[Stored data]
• • •

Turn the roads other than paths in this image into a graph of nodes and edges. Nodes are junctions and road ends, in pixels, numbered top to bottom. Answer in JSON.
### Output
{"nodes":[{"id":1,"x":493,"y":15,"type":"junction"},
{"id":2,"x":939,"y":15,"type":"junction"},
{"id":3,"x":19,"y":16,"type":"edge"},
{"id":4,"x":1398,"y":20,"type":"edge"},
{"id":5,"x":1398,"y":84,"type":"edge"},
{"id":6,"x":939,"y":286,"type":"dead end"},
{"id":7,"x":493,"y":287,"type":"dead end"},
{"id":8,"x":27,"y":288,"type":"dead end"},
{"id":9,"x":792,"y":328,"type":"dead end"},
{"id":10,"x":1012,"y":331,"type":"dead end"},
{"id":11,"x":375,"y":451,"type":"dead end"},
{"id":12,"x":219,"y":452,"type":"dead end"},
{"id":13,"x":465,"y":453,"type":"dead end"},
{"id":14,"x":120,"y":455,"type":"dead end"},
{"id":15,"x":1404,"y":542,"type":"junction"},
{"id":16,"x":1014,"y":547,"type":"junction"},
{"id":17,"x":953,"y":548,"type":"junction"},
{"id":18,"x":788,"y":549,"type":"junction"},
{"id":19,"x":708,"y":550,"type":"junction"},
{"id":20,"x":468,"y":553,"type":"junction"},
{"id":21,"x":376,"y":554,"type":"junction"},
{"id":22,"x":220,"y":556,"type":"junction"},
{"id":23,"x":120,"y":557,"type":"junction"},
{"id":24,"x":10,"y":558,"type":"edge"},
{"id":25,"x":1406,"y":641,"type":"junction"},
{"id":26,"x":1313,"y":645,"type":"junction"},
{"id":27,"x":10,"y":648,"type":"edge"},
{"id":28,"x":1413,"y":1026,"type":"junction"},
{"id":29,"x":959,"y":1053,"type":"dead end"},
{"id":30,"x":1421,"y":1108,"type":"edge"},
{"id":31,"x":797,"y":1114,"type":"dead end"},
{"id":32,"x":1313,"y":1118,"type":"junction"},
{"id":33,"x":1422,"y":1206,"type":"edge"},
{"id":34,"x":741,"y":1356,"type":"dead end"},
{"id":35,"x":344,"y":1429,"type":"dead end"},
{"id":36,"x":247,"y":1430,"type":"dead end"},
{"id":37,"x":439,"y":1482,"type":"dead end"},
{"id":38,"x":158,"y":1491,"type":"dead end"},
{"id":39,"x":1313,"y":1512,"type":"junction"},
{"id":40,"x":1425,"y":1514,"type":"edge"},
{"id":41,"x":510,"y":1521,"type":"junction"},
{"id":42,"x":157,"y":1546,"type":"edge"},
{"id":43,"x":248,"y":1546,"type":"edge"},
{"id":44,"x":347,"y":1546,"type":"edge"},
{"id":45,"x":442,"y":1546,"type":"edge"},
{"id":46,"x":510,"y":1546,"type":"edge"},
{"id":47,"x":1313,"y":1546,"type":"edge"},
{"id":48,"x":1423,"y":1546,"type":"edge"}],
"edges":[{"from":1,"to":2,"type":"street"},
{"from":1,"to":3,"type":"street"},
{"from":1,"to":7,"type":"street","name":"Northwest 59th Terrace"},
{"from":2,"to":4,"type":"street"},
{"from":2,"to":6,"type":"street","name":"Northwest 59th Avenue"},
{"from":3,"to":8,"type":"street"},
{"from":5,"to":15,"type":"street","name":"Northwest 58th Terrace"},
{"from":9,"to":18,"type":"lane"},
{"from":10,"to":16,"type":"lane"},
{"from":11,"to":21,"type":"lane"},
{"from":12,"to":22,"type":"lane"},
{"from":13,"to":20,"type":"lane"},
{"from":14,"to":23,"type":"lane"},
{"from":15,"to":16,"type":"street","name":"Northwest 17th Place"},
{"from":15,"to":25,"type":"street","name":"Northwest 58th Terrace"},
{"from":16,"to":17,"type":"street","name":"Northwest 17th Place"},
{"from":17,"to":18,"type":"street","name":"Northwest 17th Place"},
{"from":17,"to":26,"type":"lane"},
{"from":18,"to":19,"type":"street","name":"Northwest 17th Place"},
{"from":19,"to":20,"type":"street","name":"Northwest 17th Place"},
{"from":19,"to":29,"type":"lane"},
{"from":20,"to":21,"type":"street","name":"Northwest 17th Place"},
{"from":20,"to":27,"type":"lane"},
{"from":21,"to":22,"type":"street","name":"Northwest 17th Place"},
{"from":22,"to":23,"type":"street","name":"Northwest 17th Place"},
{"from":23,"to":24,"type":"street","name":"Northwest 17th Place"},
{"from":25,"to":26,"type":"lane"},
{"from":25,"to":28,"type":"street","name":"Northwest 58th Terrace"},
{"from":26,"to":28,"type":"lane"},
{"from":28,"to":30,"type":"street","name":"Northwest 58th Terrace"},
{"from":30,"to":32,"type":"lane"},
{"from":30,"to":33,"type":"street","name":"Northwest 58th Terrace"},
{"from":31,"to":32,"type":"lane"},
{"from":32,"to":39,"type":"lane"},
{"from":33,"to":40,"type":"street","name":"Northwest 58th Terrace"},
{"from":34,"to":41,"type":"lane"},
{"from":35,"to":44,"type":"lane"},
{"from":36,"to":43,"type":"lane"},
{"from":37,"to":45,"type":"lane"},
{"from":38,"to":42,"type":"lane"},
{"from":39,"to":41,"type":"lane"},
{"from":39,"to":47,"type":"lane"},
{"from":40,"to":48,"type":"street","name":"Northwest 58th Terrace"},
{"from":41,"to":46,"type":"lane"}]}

• • •

▶ PROBLEM DETAILS
Would you retype all of the lines shown above, exactly as given?

▶ WORKED SOLUTION
Turn the roads other than paths in this image into a graph of nodes and edges. Nodes are junctions and road ends, in pixels, numbered top to bottom. Answer in JSON.
### Output
{"nodes":[{"id":1,"x":493,"y":15,"type":"junction"},
{"id":2,"x":939,"y":15,"type":"junction"},
{"id":3,"x":19,"y":16,"type":"edge"},
{"id":4,"x":1398,"y":20,"type":"edge"},
{"id":5,"x":1398,"y":84,"type":"edge"},
{"id":6,"x":939,"y":286,"type":"dead end"},
{"id":7,"x":493,"y":287,"type":"dead end"},
{"id":8,"x":27,"y":288,"type":"dead end"},
{"id":9,"x":792,"y":328,"type":"dead end"},
{"id":10,"x":1012,"y":331,"type":"dead end"},
{"id":11,"x":375,"y":451,"type":"dead end"},
{"id":12,"x":219,"y":452,"type":"dead end"},
{"id":13,"x":465,"y":453,"type":"dead end"},
{"id":14,"x":120,"y":455,"type":"dead end"},
{"id":15,"x":1404,"y":542,"type":"junction"},
{"id":16,"x":1014,"y":547,"type":"junction"},
{"id":17,"x":953,"y":548,"type":"junction"},
{"id":18,"x":788,"y":549,"type":"junction"},
{"id":19,"x":708,"y":550,"type":"junction"},
{"id":20,"x":468,"y":553,"type":"junction"},
{"id":21,"x":376,"y":554,"type":"junction"},
{"id":22,"x":220,"y":556,"type":"junction"},
{"id":23,"x":120,"y":557,"type":"junction"},
{"id":24,"x":10,"y":558,"type":"edge"},
{"id":25,"x":1406,"y":641,"type":"junction"},
{"id":26,"x":1313,"y":645,"type":"junction"},
{"id":27,"x":10,"y":648,"type":"edge"},
{"id":28,"x":1413,"y":1026,"type":"junction"},
{"id":29,"x":959,"y":1053,"type":"dead end"},
{"id":30,"x":1421,"y":1108,"type":"edge"},
{"id":31,"x":797,"y":1114,"type":"dead end"},
{"id":32,"x":1313,"y":1118,"type":"junction"},
{"id":33,"x":1422,"y":1206,"type":"edge"},
{"id":34,"x":741,"y":1356,"type":"dead end"},
{"id":35,"x":344,"y":1429,"type":"dead end"},
{"id":36,"x":247,"y":1430,"type":"dead end"},
{"id":37,"x":439,"y":1482,"type":"dead end"},
{"id":38,"x":158,"y":1491,"type":"dead end"},
{"id":39,"x":1313,"y":1512,"type":"junction"},
{"id":40,"x":1425,"y":1514,"type":"edge"},
{"id":41,"x":510,"y":1521,"type":"junction"},
{"id":42,"x":157,"y":1546,"type":"edge"},
{"id":43,"x":248,"y":1546,"type":"edge"},
{"id":44,"x":347,"y":1546,"type":"edge"},
{"id":45,"x":442,"y":1546,"type":"edge"},
{"id":46,"x":510,"y":1546,"type":"edge"},
{"id":47,"x":1313,"y":1546,"type":"edge"},
{"id":48,"x":1423,"y":1546,"type":"edge"}],
"edges":[{"from":1,"to":2,"type":"street"},
{"from":1,"to":3,"type":"street"},
{"from":1,"to":7,"type":"street","name":"Northwest 59th Terrace"},
{"from":2,"to":4,"type":"street"},
{"from":2,"to":6,"type":"street","name":"Northwest 59th Avenue"},
{"from":3,"to":8,"type":"street"},
{"from":5,"to":15,"type":"street","name":"Northwest 58th Terrace"},
{"from":9,"to":18,"type":"lane"},
{"from":10,"to":16,"type":"lane"},
{"from":11,"to":21,"type":"lane"},
{"from":12,"to":22,"type":"lane"},
{"from":13,"to":20,"type":"lane"},
{"from":14,"to":23,"type":"lane"},
{"from":15,"to":16,"type":"street","name":"Northwest 17th Place"},
{"from":15,"to":25,"type":"street","name":"Northwest 58th Terrace"},
{"from":16,"to":17,"type":"street","name":"Northwest 17th Place"},
{"from":17,"to":18,"type":"street","name":"Northwest 17th Place"},
{"from":17,"to":26,"type":"lane"},
{"from":18,"to":19,"type":"street","name":"Northwest 17th Place"},
{"from":19,"to":20,"type":"street","name":"Northwest 17th Place"},
{"from":19,"to":29,"type":"lane"},
{"from":20,"to":21,"type":"street","name":"Northwest 17th Place"},
{"from":20,"to":27,"type":"lane"},
{"from":21,"to":22,"type":"street","name":"Northwest 17th Place"},
{"from":22,"to":23,"type":"street","name":"Northwest 17th Place"},
{"from":23,"to":24,"type":"street","name":"Northwest 17th Place"},
{"from":25,"to":26,"type":"lane"},
{"from":25,"to":28,"type":"street","name":"Northwest 58th Terrace"},
{"from":26,"to":28,"type":"lane"},
{"from":28,"to":30,"type":"street","name":"Northwest 58th Terrace"},
{"from":30,"to":32,"type":"lane"},
{"from":30,"to":33,"type":"street","name":"Northwest 58th Terrace"},
{"from":31,"to":32,"type":"lane"},
{"from":32,"to":39,"type":"lane"},
{"from":33,"to":40,"type":"street","name":"Northwest 58th Terrace"},
{"from":34,"to":41,"type":"lane"},
{"from":35,"to":44,"type":"lane"},
{"from":36,"to":43,"type":"lane"},
{"from":37,"to":45,"type":"lane"},
{"from":38,"to":42,"type":"lane"},
{"from":39,"to":41,"type":"lane"},
{"from":39,"to":47,"type":"lane"},
{"from":40,"to":48,"type":"street","name":"Northwest 58th Terrace"},
{"from":41,"to":46,"type":"lane"}]}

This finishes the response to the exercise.